* **WHAT IS NEEDED**
From the line containing "ring mcp: (555, 357)" down to the last line of the records below, copy every line exactly. Leave out everything before it.
____
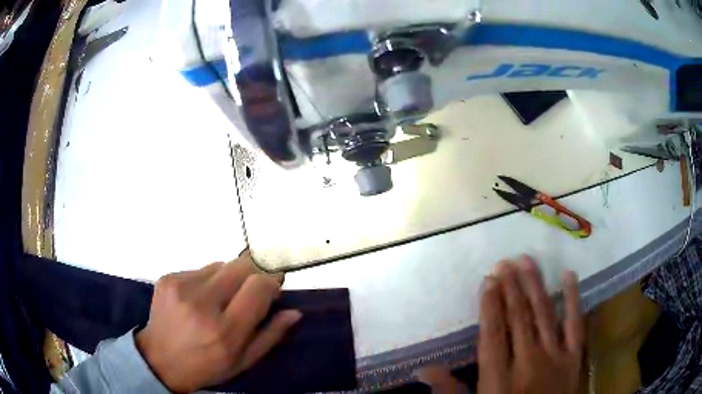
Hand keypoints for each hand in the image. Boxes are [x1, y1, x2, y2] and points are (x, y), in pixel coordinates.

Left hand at [136, 251, 301, 391]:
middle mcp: (202, 304)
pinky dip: (208, 280)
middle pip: (241, 266)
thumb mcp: (243, 361)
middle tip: (250, 290)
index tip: (274, 287)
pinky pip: (200, 269)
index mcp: (225, 330)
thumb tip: (294, 311)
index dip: (271, 281)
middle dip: (253, 273)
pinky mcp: (168, 278)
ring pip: (221, 264)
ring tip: (221, 299)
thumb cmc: (206, 366)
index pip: (258, 286)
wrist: (159, 359)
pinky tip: (199, 298)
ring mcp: (181, 287)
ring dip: (229, 278)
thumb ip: (271, 335)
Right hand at [419, 256, 582, 393]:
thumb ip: (450, 391)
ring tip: (527, 260)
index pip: (493, 334)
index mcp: (499, 379)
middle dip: (510, 288)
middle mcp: (528, 362)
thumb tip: (423, 369)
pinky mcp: (576, 356)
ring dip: (535, 286)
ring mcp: (555, 357)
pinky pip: (575, 323)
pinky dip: (573, 298)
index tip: (488, 280)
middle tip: (504, 262)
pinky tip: (568, 275)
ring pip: (544, 314)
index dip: (490, 305)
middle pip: (518, 318)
____
* **OUTPUT FOR THIS TASK**
ring mcp: (555, 357)
pinky pip: (575, 323)
pinky dip: (573, 298)
index tip: (488, 280)
middle tip: (504, 262)
pinky tip: (568, 275)
ring pip: (544, 314)
index dip: (490, 305)
middle pip: (518, 318)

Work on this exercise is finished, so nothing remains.